» How to complete this task
From the entries below, work out how many lines contain the string "graph"; answer with the number alone.

(Supplied entries Opens)

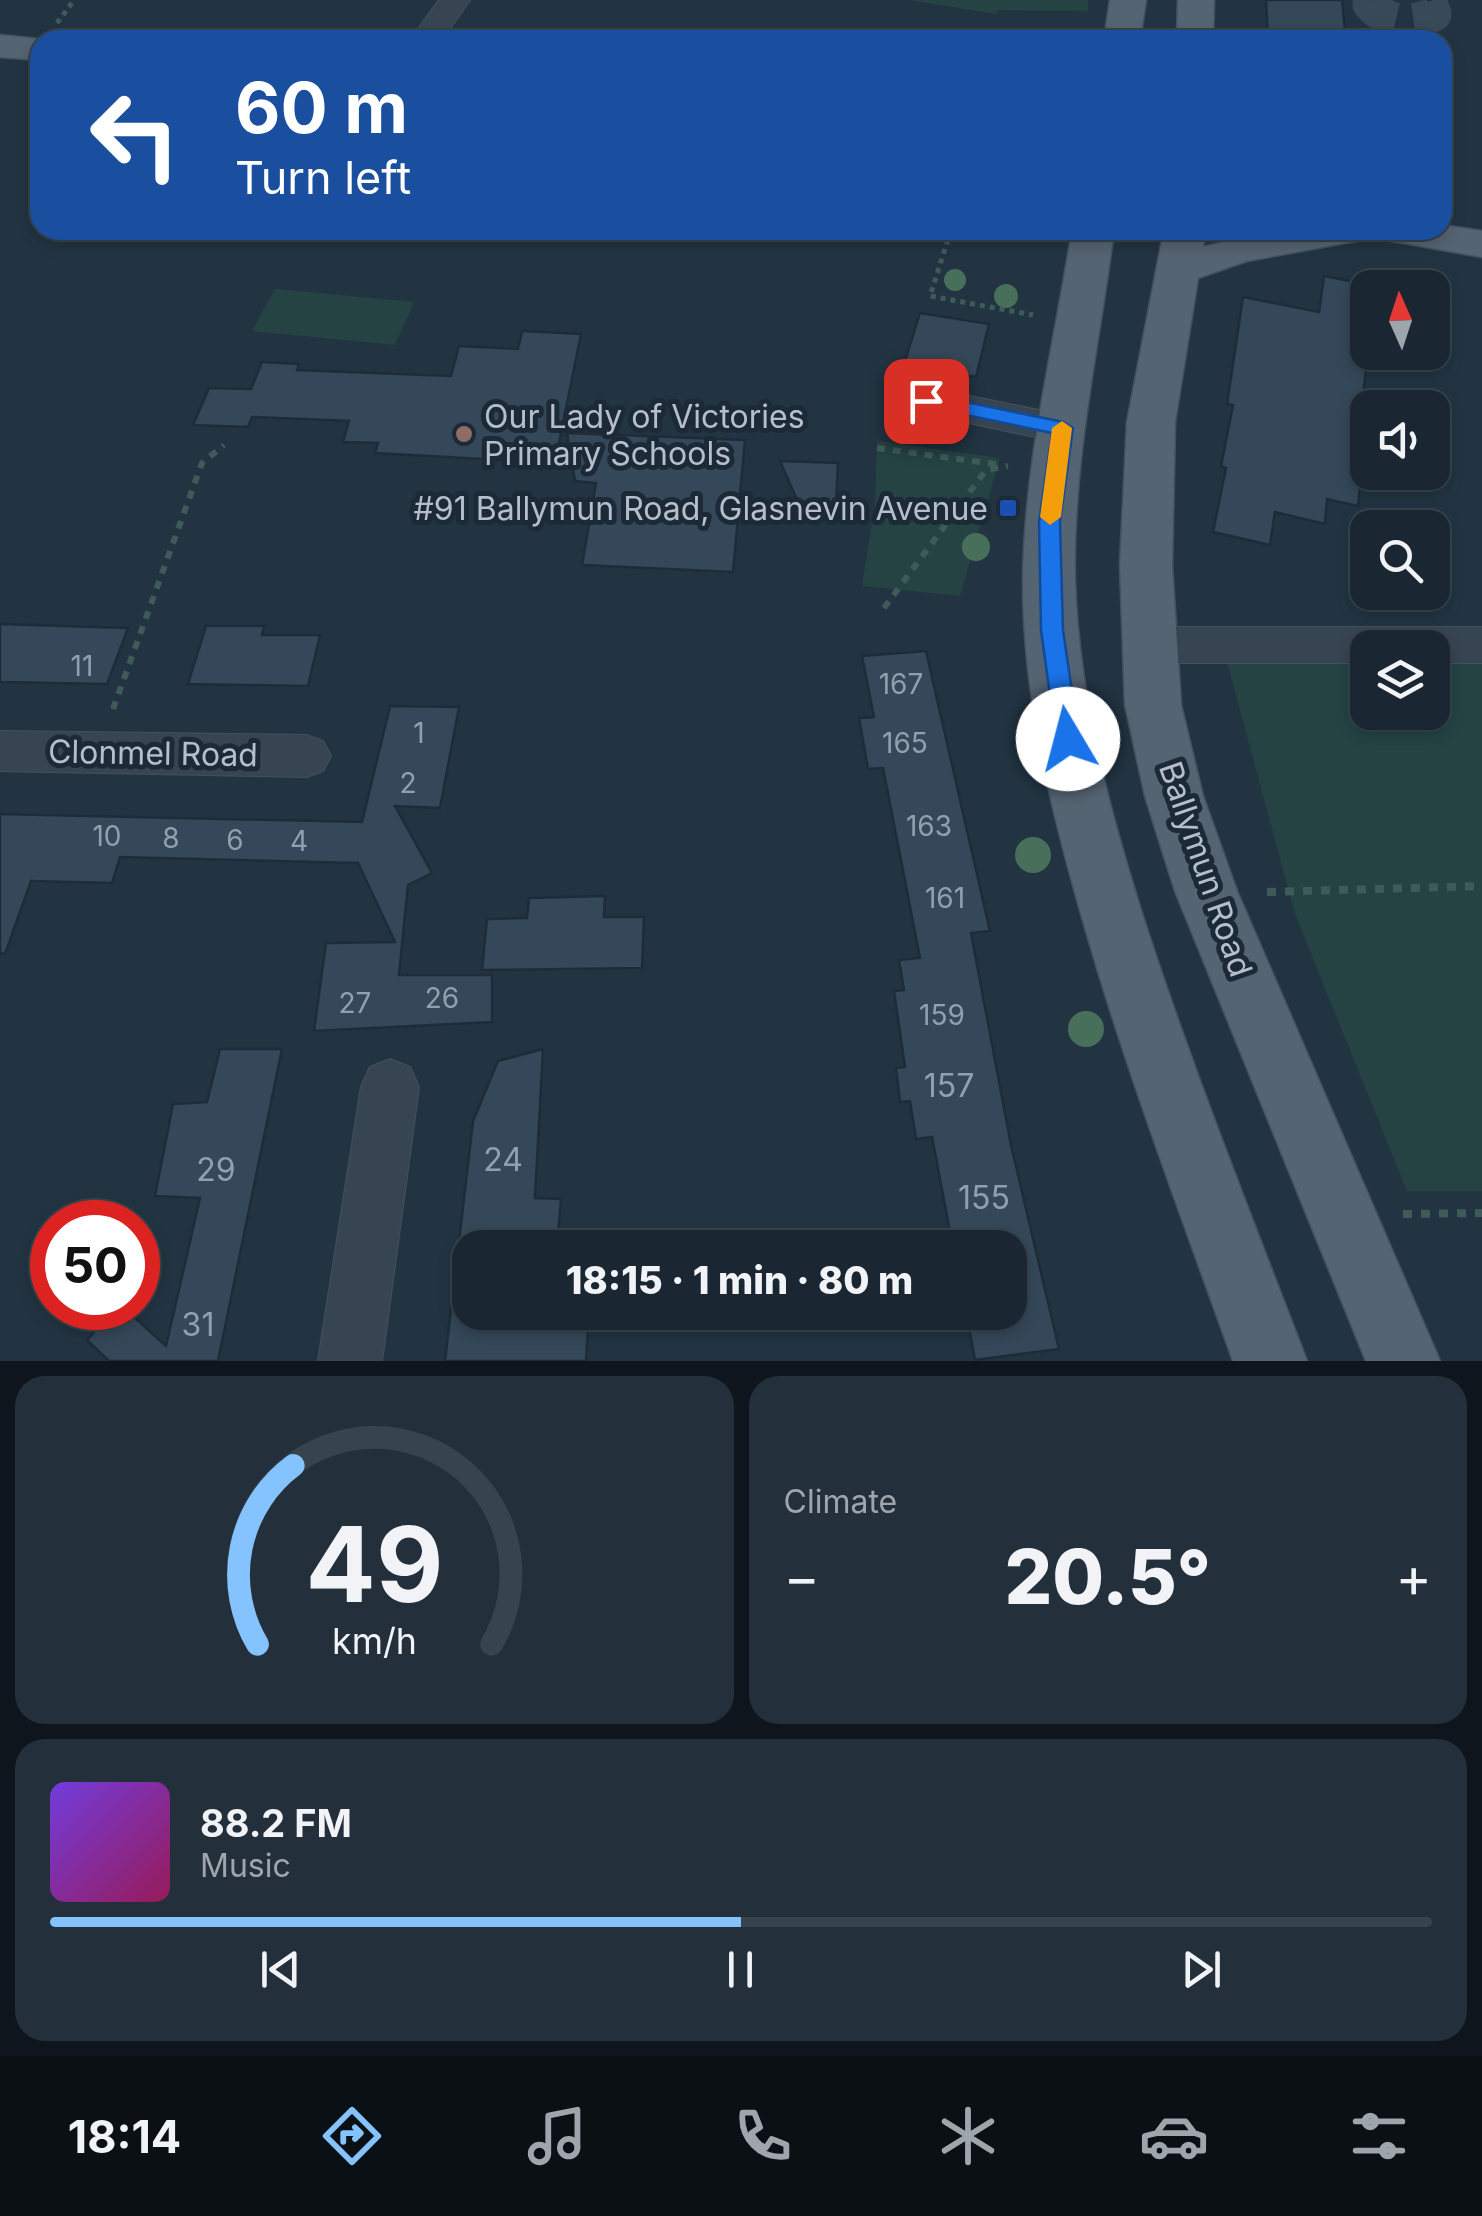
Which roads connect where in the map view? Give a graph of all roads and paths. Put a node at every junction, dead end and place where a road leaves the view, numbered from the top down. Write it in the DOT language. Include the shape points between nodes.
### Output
graph roads {
  1 [pos="74,0"];
  2 [pos="456,0"];
  3 [pos="1128,0"];
  4 [pos="1196,0"];
  5 [pos="53,30"];
  6 [pos="434,30"];
  7 [pos="1124,30"];
  8 [pos="1195,30"];
  9 [pos="30,41"];
  10 [pos="0,46"];
  11 [pos="1452,238"];
  12 [pos="948,240"];
  13 [pos="1091,240"];
  14 [pos="1292,240"];
  15 [pos="1482,244"];
  16 [pos="1182,250"];
  17 [pos="1040,317"];
  18 [pos="926,401"];
  19 [pos="1063,428"];
  20 [pos="224,445"];
  21 [pos="877,448"];
  22 [pos="884,608"];
  23 [pos="1148,645"];
  24 [pos="1482,645"];
  25 [pos="111,716"];
  26 [pos="0,751"];
  27 [pos="306,756"];
  28 [pos="1482,886"];
  29 [pos="1267,892"];
  30 [pos="390,1088"];
  31 [pos="1482,1213"];
  32 [pos="1403,1214"];
  33 [pos="350,1361"];
  34 [pos="1270,1361"];
  35 [pos="1403,1361"];
  1 -- 5 [label="path"];
  2 -- 6 [label="street"];
  3 -- 7 [label="main road"];
  4 -- 8 [label="main road"];
  9 -- 10 [label="main road"];
  11 -- 15 [label="main road"];
  12 -- 17 [label="path" via="930,296"];
  13 -- 19 [label="main road"];
  14 -- 16 [label="main road"];
  16 -- 23 [label="main road, Ballymun Road" via="1151,422"];
  18 -- 19 [label="street"];
  19 -- 34 [label="main road" via="1050,522 1051,609 1072,757 1101,886"];
  20 -- 25 [label="path" via="202,464"];
  21 -- 22 [label="path" via="1008,466 986,470"];
  23 -- 24 [label="street"];
  23 -- 35 [label="main road, Ballymun Road" via="1153,704 1174,796 1206,890"];
  26 -- 27 [label="street, Clonmel Road"];
  28 -- 29 [label="path"];
  30 -- 33 [label="street"];
  31 -- 32 [label="path"];
}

(Supplied entries Closes)

» Solution for this problem
2